What would I do if I didn’t go to work?
There are many options. Escapologists have reported enjoying travel, charity work, political activism, cottage industry, dedication to an art or craft, physical challenges, autodidactism, and harmless laziness. To help answer this question in a sarcastic level of detail, our editor Mr. Wringham keeps an online diary to document a post-escape life. There is also a chapter dedicated to answering this question in Escape Everything!
Why be a minimalist? Who wants to live in a white-walled box?
Minimalism doesn’t advocate living in a white-walled box. That would be something like “nothingism.” Instead, here’s an expert answer from Leo Babauta (who fields more questions about minimalism here and here).
It’s a way to escape the […] excesses of consumerism, material possessions, clutter, having too much to do, too much debt, too many distractions, too much noise. But too little meaning. Minimalism is a way of eschewing the non-essential in order to focus on what’s truly important, what gives our lives meaning, what gives us joy and value.

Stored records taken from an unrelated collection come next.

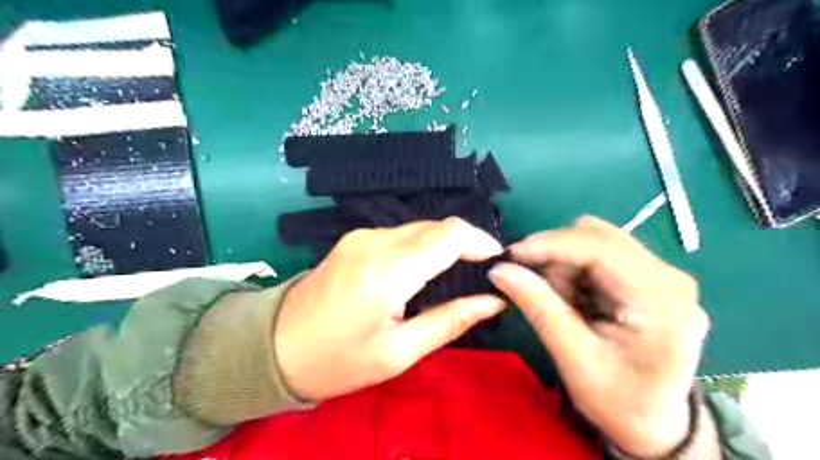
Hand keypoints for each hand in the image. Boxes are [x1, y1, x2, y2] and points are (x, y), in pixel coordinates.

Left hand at [275, 217, 507, 400]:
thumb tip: (493, 301)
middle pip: (436, 226)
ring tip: (455, 275)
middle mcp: (373, 241)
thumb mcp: (399, 351)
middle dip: (466, 244)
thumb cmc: (338, 361)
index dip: (480, 242)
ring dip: (444, 245)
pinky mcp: (355, 238)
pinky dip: (422, 247)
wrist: (275, 348)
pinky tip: (424, 271)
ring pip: (420, 227)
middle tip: (480, 274)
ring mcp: (361, 235)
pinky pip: (401, 233)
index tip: (497, 262)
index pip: (449, 235)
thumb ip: (450, 320)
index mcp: (386, 271)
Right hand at [486, 215, 712, 456]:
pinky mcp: (648, 278)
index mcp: (661, 299)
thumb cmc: (619, 401)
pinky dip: (574, 271)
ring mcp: (661, 275)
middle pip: (598, 237)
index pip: (599, 248)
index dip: (550, 244)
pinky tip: (575, 300)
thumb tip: (500, 270)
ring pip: (595, 241)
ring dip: (565, 265)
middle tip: (537, 290)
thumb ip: (539, 309)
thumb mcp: (574, 359)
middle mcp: (668, 276)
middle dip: (557, 257)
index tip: (510, 256)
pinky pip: (599, 255)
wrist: (654, 424)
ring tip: (562, 304)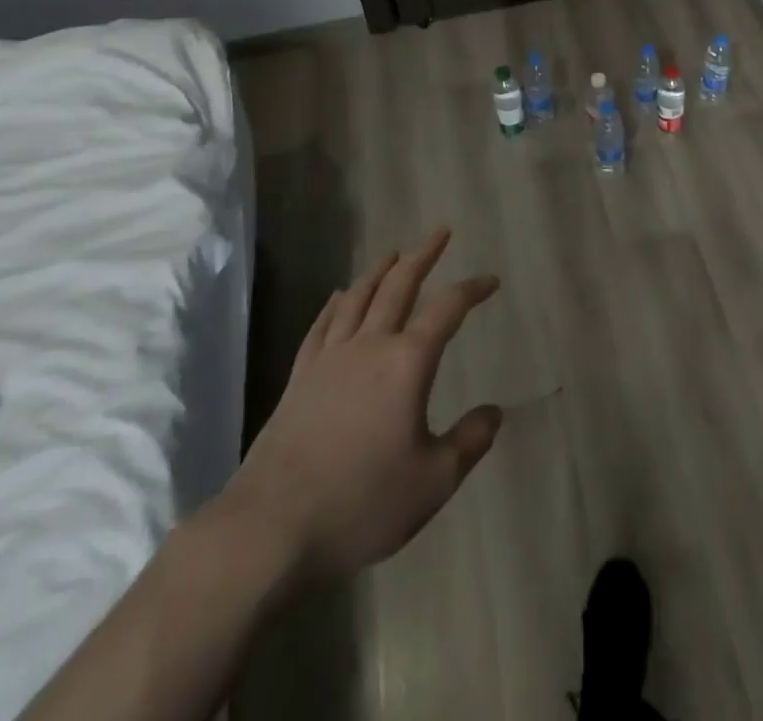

What does minimalism have to do with Escapology?
One of the most important things to strive for as an Escapologist is mobility. Each possession or dependency is a challenge to mobility.
Why do you dislike television so much?
Because it advocates popular opinion. Escapologists should seek to build muscles of resistance instead of accepting whatever is popular or conventional. It also dictates where and when you pay attention; any technology that informs your actions or behaviour should be escaped.
Does your project have anything to do with Houdini?
He was the inspiration for it. We use Escapology as a metaphor. Here’s a clarifying excerpt from An invitation to Escapology:
Houdini’s popularity as an escape artist came about during a time of technological and political revolution. It was during the 1900s that Ransom Eli Olds implemented the first mass production of marketable cars, Thomas Edison’s phonograph made a commodity out of music, and the colonial expansion of Europe and America prompted the birth of the somewhat unpleasant political period known now as New Imperialism. Technologies and movements initially plugged as liberating would soon be discovered by thinkin’ types to be nasty, horrible traps designed only to placate, segment and enfeeble. When people become dependent upon companies or governments to entertain them, to transport them, to plan their days and to import their goods, they forget what it is to be free, alive and autonomous. The work of Houdini and his contemporaries escaped the province of curiosity – that of conjuring and ventriloquism – and into the universe of metaphor.